EXTRACTED RECORDS –
———
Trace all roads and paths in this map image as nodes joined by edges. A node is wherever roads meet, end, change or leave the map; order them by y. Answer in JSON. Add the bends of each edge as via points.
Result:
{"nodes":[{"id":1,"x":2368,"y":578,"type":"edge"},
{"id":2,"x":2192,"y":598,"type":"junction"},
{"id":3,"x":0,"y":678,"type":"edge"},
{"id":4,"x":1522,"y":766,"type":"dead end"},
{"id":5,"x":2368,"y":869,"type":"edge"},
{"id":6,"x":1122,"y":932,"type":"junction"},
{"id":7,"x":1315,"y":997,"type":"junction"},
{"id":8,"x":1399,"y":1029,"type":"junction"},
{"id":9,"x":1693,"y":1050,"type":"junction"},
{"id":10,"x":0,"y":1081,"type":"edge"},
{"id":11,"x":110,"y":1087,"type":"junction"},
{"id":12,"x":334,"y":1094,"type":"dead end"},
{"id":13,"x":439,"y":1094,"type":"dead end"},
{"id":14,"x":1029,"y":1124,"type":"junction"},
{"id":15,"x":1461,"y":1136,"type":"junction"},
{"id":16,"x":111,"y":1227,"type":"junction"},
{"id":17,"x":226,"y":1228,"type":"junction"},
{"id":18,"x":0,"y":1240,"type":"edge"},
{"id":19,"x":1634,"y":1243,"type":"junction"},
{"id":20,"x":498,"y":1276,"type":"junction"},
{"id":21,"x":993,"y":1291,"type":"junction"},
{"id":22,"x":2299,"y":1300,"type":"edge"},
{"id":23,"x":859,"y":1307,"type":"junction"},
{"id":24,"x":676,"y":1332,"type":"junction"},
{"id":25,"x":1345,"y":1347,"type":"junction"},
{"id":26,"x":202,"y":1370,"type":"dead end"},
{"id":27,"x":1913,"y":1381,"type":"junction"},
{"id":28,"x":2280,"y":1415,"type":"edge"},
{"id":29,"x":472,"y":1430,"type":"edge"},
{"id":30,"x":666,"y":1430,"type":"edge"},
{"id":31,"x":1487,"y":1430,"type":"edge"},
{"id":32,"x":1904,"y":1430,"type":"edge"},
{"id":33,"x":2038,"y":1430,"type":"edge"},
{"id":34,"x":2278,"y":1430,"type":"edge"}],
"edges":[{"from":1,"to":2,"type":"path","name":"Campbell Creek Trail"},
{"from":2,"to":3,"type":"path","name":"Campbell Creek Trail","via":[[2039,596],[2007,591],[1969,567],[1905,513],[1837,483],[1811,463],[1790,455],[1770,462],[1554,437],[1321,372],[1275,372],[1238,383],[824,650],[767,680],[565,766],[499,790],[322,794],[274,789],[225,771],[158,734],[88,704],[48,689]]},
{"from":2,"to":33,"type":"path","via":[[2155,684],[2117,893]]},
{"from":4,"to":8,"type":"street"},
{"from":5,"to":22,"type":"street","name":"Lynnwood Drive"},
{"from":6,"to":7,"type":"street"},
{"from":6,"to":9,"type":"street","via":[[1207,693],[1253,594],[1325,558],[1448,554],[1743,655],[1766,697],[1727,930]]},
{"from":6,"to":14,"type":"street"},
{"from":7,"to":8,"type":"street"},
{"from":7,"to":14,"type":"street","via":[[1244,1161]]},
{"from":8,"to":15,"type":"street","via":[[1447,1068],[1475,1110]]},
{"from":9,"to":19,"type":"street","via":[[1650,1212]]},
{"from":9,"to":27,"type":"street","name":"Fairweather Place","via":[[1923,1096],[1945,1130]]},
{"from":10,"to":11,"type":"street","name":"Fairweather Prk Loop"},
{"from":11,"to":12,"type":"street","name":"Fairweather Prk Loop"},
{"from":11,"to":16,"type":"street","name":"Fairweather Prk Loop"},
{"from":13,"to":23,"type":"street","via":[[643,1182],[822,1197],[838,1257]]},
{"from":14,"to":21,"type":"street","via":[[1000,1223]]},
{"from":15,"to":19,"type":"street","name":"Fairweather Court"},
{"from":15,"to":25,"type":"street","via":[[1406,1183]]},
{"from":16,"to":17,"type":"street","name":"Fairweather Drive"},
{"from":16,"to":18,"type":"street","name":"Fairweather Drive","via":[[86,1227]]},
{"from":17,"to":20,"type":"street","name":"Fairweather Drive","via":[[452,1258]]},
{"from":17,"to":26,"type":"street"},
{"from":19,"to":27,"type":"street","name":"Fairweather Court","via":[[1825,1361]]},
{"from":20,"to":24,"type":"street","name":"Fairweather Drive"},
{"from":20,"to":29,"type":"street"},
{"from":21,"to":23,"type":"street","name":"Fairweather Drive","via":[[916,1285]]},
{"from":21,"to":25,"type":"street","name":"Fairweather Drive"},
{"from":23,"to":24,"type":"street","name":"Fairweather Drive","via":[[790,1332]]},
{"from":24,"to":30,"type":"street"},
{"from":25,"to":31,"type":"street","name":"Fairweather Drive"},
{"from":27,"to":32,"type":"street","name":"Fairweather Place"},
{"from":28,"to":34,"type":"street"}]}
———
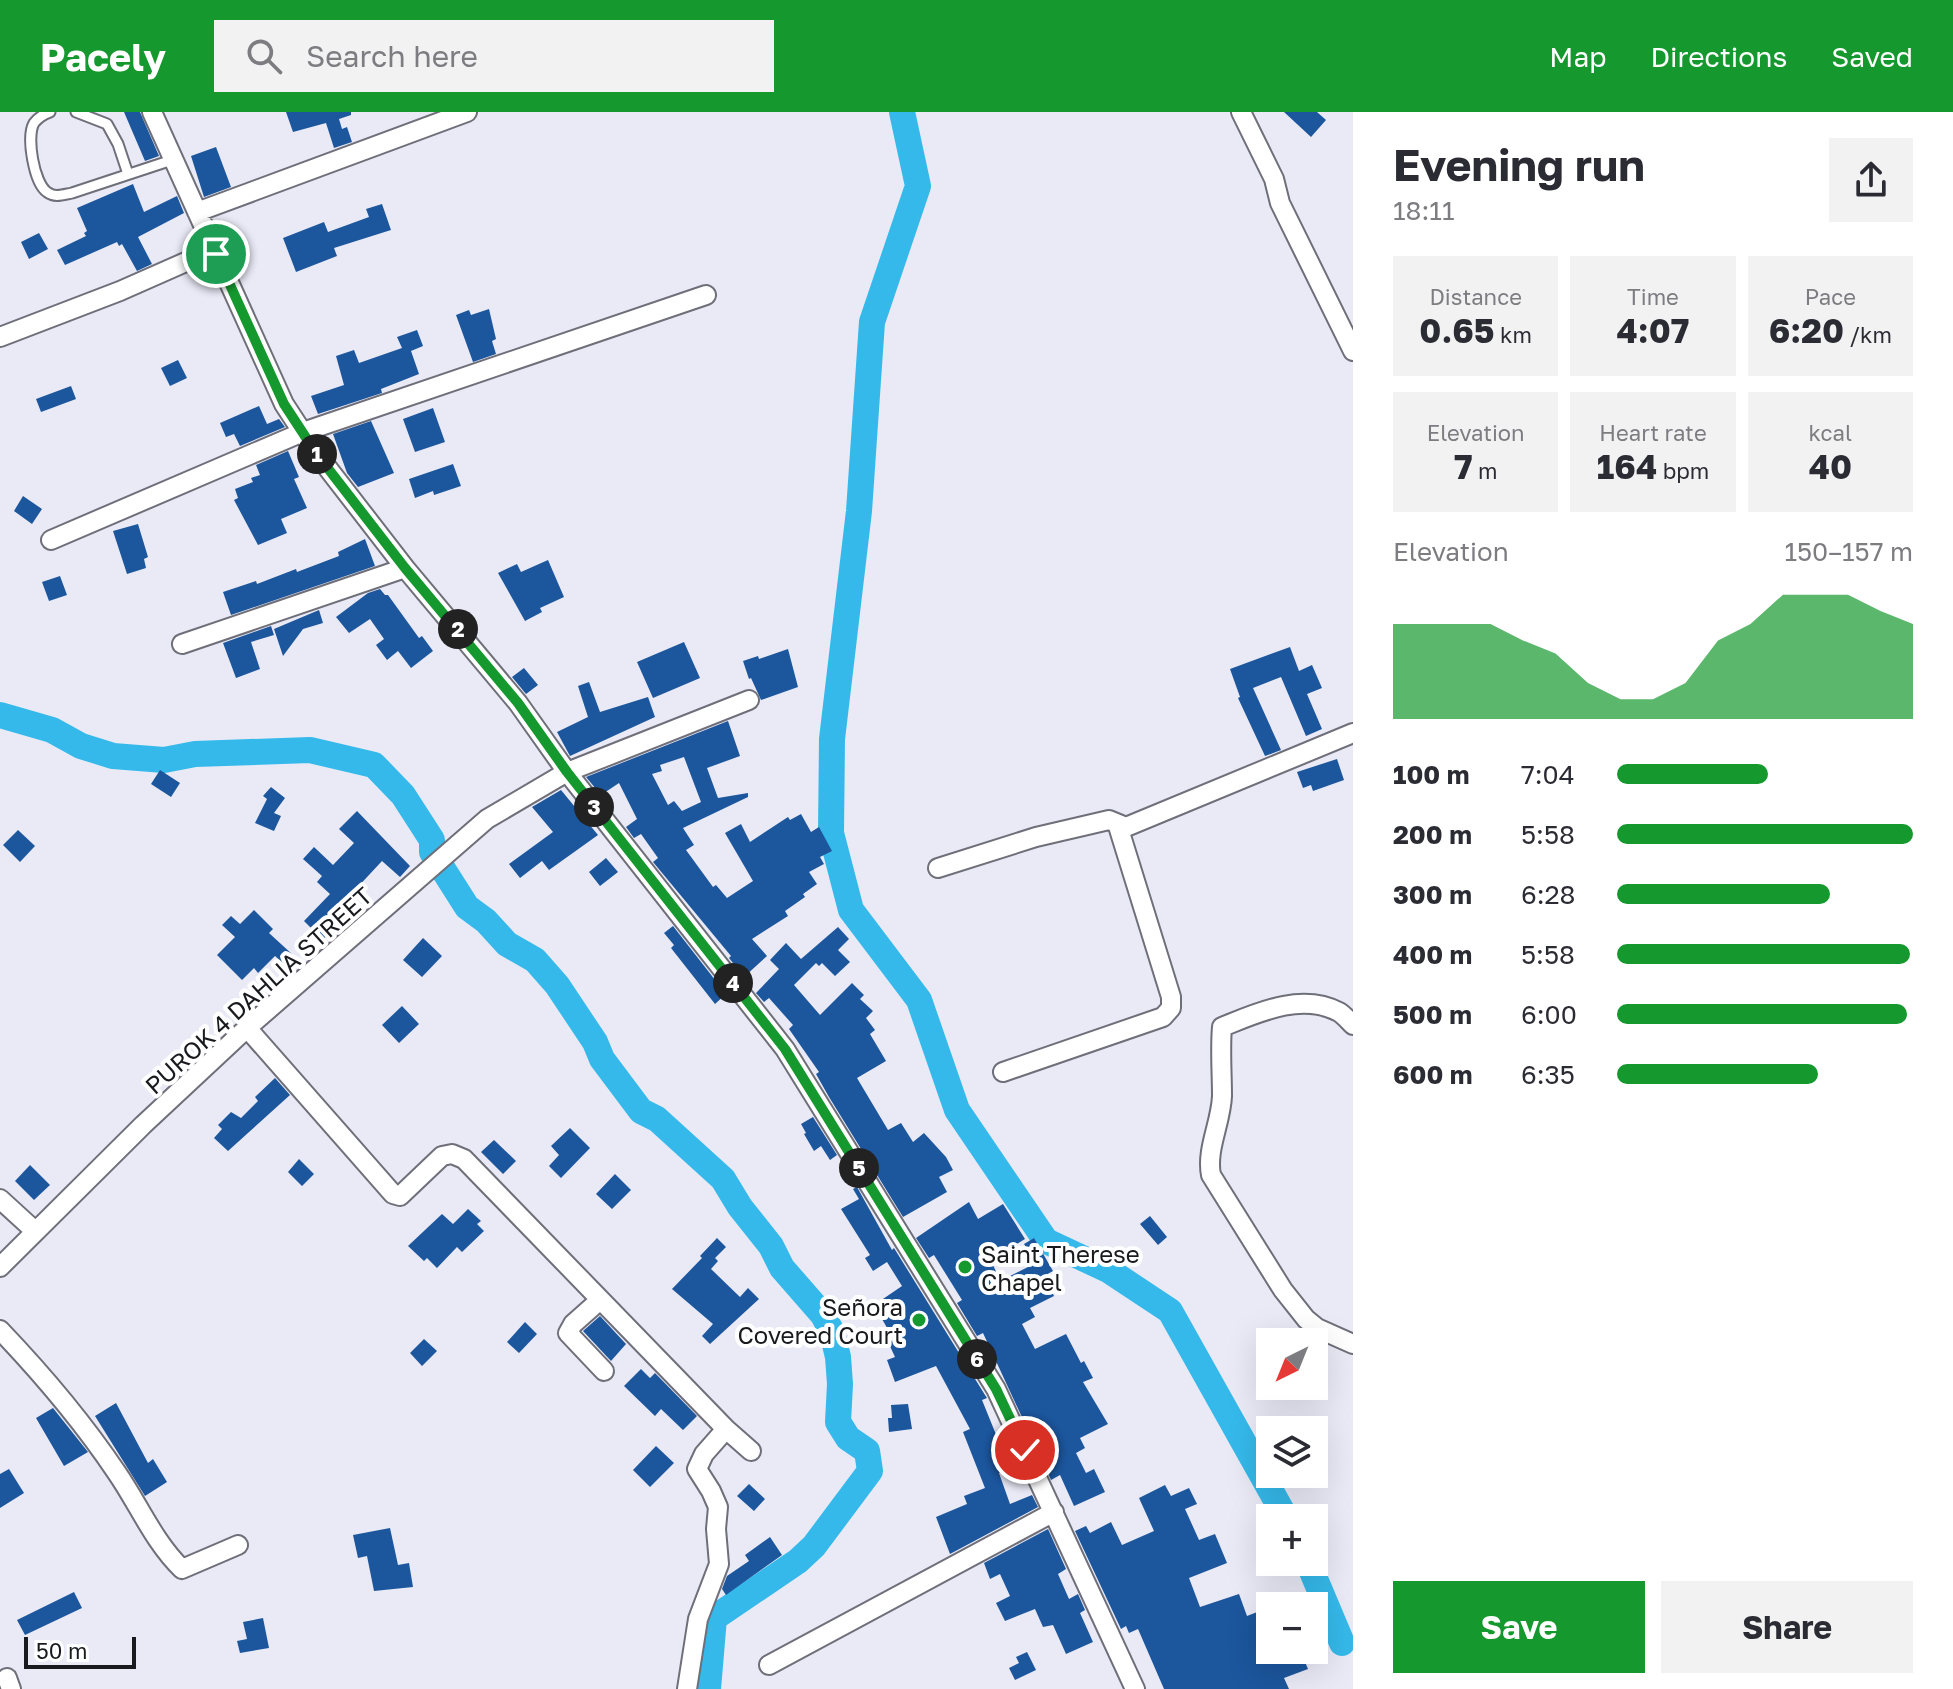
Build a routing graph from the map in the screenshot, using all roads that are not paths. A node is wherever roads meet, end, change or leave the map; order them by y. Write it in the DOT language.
———
Among the lines above, find each one containing the string "meet" and copy it.

THE ANSWER –
Trace all roads and paths in this map image as nodes joined by edges. A node is wherever roads meet, end, change or leave the map; order them by y. Answer in JSON. Add the bends of each edge as via points.
Build a routing graph from the map in the screenshot, using all roads that are not paths. A node is wherever roads meet, end, change or leave the map; order them by y. Write it in the DOT language.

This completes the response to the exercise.